SOURCE DATA.
_ _ _ _ _

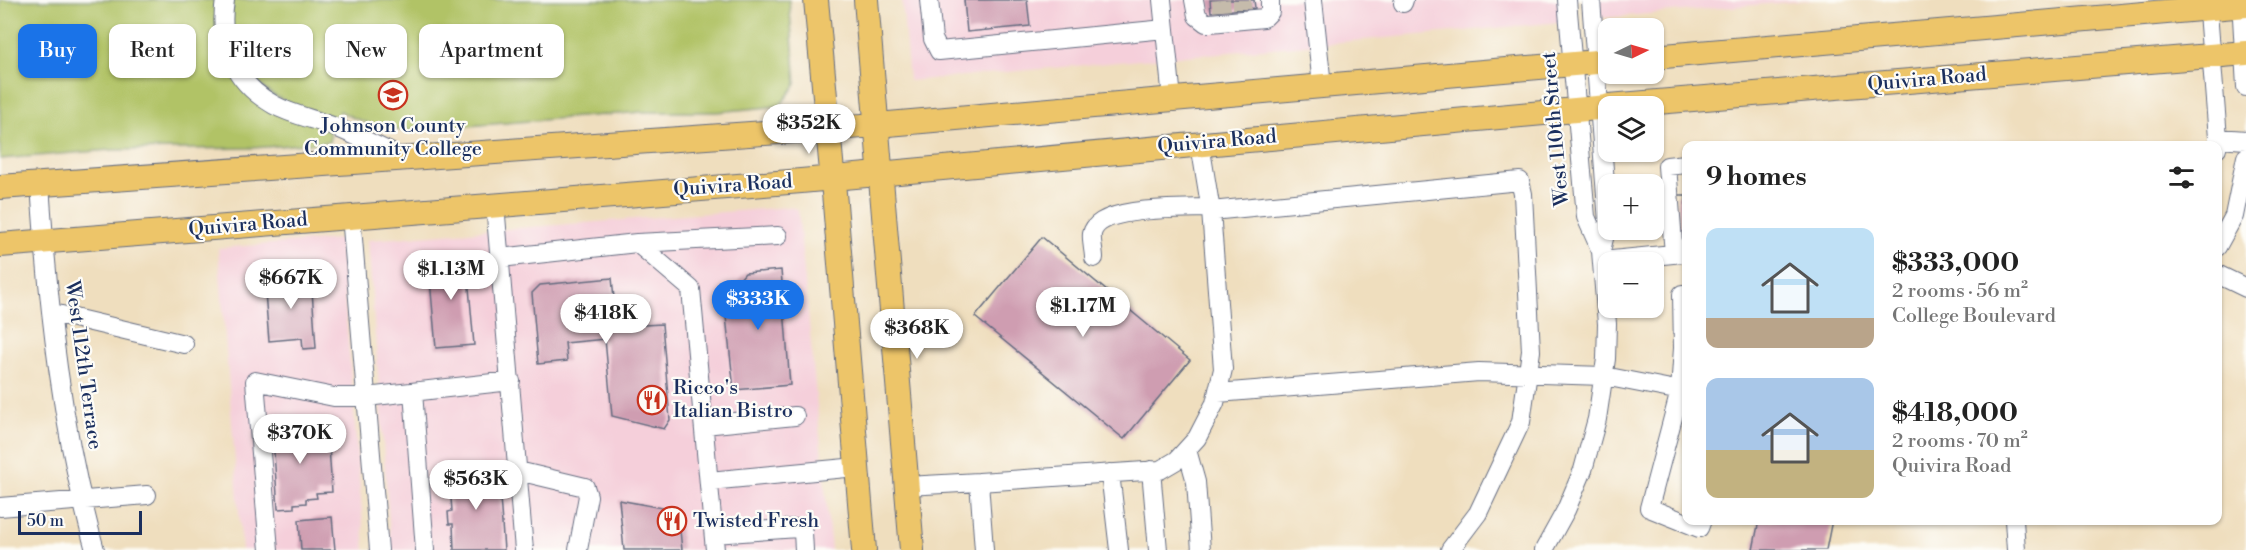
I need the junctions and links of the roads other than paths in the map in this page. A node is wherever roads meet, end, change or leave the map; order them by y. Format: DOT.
graph roads {
  1 [pos="225,0"];
  2 [pos="816,0"];
  3 [pos="866,0"];
  4 [pos="929,0"];
  5 [pos="1162,0"];
  6 [pos="1194,0"];
  7 [pos="1270,0"];
  8 [pos="1313,0"];
  9 [pos="1567,0"];
  10 [pos="1591,0"];
  11 [pos="2243,3"];
  12 [pos="2207,4"];
  13 [pos="1165,29"];
  14 [pos="1598,39"];
  15 [pos="2245,53"];
  16 [pos="1664,56"];
  17 [pos="2212,56"];
  18 [pos="1598,61"];
  19 [pos="1572,64"];
  20 [pos="1322,86"];
  21 [pos="2246,87"];
  22 [pos="1172,99"];
  23 [pos="1664,102"];
  24 [pos="1598,108"];
  25 [pos="1576,109"];
  26 [pos="877,125"];
  27 [pos="827,128"];
  28 [pos="2246,140"];
  29 [pos="2218,141"];
  30 [pos="2222,143"];
  31 [pos="1200,144"];
  32 [pos="2246,157"];
  33 [pos="404,158"];
  34 [pos="1607,162"];
  35 [pos="1682,164"];
  36 [pos="879,174"];
  37 [pos="833,178"];
  38 [pos="40,184"];
  39 [pos="0,187"];
  40 [pos="495,204"];
  41 [pos="1211,209"];
  42 [pos="351,216"];
  43 [pos="778,236"];
  44 [pos="2222,238"];
  45 [pos="44,243"];
  46 [pos="637,243"];
  47 [pos="0,245"];
  48 [pos="1599,252"];
  49 [pos="1602,252"];
  50 [pos="1664,254"];
  51 [pos="1680,254"];
  52 [pos="500,258"];
  53 [pos="1094,258"];
  54 [pos="2222,276"];
  55 [pos="2246,288"];
  56 [pos="53,313"];
  57 [pos="1606,318"];
  58 [pos="184,344"];
  59 [pos="1528,373"];
  60 [pos="1604,376"];
  61 [pos="510,381"];
  62 [pos="1682,391"];
  63 [pos="413,392"];
  64 [pos="1218,393"];
  65 [pos="1682,394"];
  66 [pos="366,397"];
  67 [pos="795,416"];
  68 [pos="704,425"];
  69 [pos="1187,450"];
  70 [pos="857,467"];
  71 [pos="1151,470"];
  72 [pos="518,471"];
  73 [pos="1110,473"];
  74 [pos="709,481"];
  75 [pos="979,482"];
  76 [pos="907,486"];
  77 [pos="147,495"];
  78 [pos="82,502"];
  79 [pos="0,507"];
  80 [pos="1682,521"];
  81 [pos="2014,525"];
  82 [pos="714,542"];
  83 [pos="95,550"];
  84 [pos="269,550"];
  85 [pos="379,550"];
  86 [pos="425,550"];
  87 [pos="524,550"];
  88 [pos="578,550"];
  89 [pos="804,550"];
  90 [pos="864,550"];
  91 [pos="912,550"];
  92 [pos="984,550"];
  93 [pos="1119,550"];
  94 [pos="1158,550"];
  95 [pos="1201,550"];
  96 [pos="1450,550"];
  97 [pos="1544,550"];
  98 [pos="2016,550"];
  1 -- 33 [label="street"];
  2 -- 27 [label="main road"];
  3 -- 26 [label="main road"];
  4 -- 13 [label="street"];
  5 -- 13 [label="street"];
  6 -- 7 [label="street"];
  8 -- 20 [label="street"];
  9 -- 19 [label="street, West 110th Street"];
  10 -- 14 [label="street, West 110th Street"];
  11 -- 12 [label="main road"];
  11 -- 15 [label="street"];
  12 -- 16 [label="main road"];
  12 -- 17 [label="street"];
  13 -- 22 [label="street"];
  15 -- 17 [label="main road, Quivira Road"];
  15 -- 21 [label="street"];
  17 -- 23 [label="main road, Quivira Road"];
  17 -- 29 [label="street"];
  18 -- 19 [label="main road"];
  19 -- 20 [label="main road"];
  19 -- 25 [label="street, West 110th Street"];
  20 -- 22 [label="main road"];
  22 -- 26 [label="main road"];
  24 -- 25 [label="main road, Quivira Road"];
  25 -- 31 [label="main road, Quivira Road"];
  25 -- 48 [label="street, West 110th Street"];
  26 -- 27 [label="main road"];
  26 -- 36 [label="main road"];
  27 -- 33 [label="main road"];
  27 -- 37 [label="main road"];
  28 -- 30 [label="street"];
  31 -- 36 [label="main road, Quivira Road"];
  31 -- 41 [label="street"];
  32 -- 44 [label="street"];
  33 -- 38 [label="main road"];
  34 -- 49 [label="street, West 110th Street"];
  35 -- 51 [label="street"];
  36 -- 37 [label="main road, Quivira Road"];
  36 -- 76 [label="main road"];
  37 -- 40 [label="main road, Quivira Road"];
  37 -- 70 [label="main road"];
  38 -- 39 [label="main road"];
  38 -- 45 [label="street, West 112th Terrace"];
  40 -- 42 [label="main road, Quivira Road"];
  40 -- 52 [label="street"];
  41 -- 53 [label="street"];
  41 -- 59 [label="street"];
  41 -- 64 [label="street"];
  42 -- 45 [label="main road, Quivira Road"];
  42 -- 66 [label="street"];
  43 -- 46 [label="street"];
  45 -- 47 [label="main road, Quivira Road"];
  45 -- 56 [label="street, West 112th Terrace"];
  46 -- 52 [label="street"];
  46 -- 68 [label="street"];
  50 -- 51 [label="street"];
  52 -- 61 [label="street"];
  54 -- 55 [label="street"];
  56 -- 58 [label="street"];
  56 -- 78 [label="street, West 112th Terrace"];
  57 -- 60 [label="street, West 110th Street"];
  59 -- 60 [label="street"];
  59 -- 64 [label="street"];
  59 -- 96 [label="street"];
  60 -- 62 [label="street"];
  60 -- 97 [label="street, West 110th Street"];
  61 -- 63 [label="street"];
  61 -- 72 [label="street"];
  63 -- 66 [label="street"];
  63 -- 86 [label="street"];
  64 -- 69 [label="street"];
  65 -- 80 [label="street"];
  66 -- 84 [label="street"];
  66 -- 85 [label="street"];
  67 -- 68 [label="street"];
  68 -- 74 [label="street"];
  69 -- 71 [label="street"];
  69 -- 95 [label="street"];
  70 -- 74 [label="street"];
  70 -- 90 [label="main road"];
  71 -- 73 [label="street"];
  71 -- 94 [label="street"];
  72 -- 87 [label="street"];
  72 -- 88 [label="street"];
  73 -- 75 [label="street"];
  73 -- 93 [label="street"];
  74 -- 82 [label="street"];
  75 -- 76 [label="street"];
  75 -- 92 [label="street"];
  76 -- 91 [label="main road"];
  77 -- 78 [label="street"];
  78 -- 79 [label="street"];
  78 -- 83 [label="street, West 112th Terrace"];
  81 -- 98 [label="street"];
  82 -- 89 [label="street"];
}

_ _ _ _ _

TO DO. Only one number is expected: the count of lines in the entries holding the string "Quivira".

WRITTEN ANSWER. 10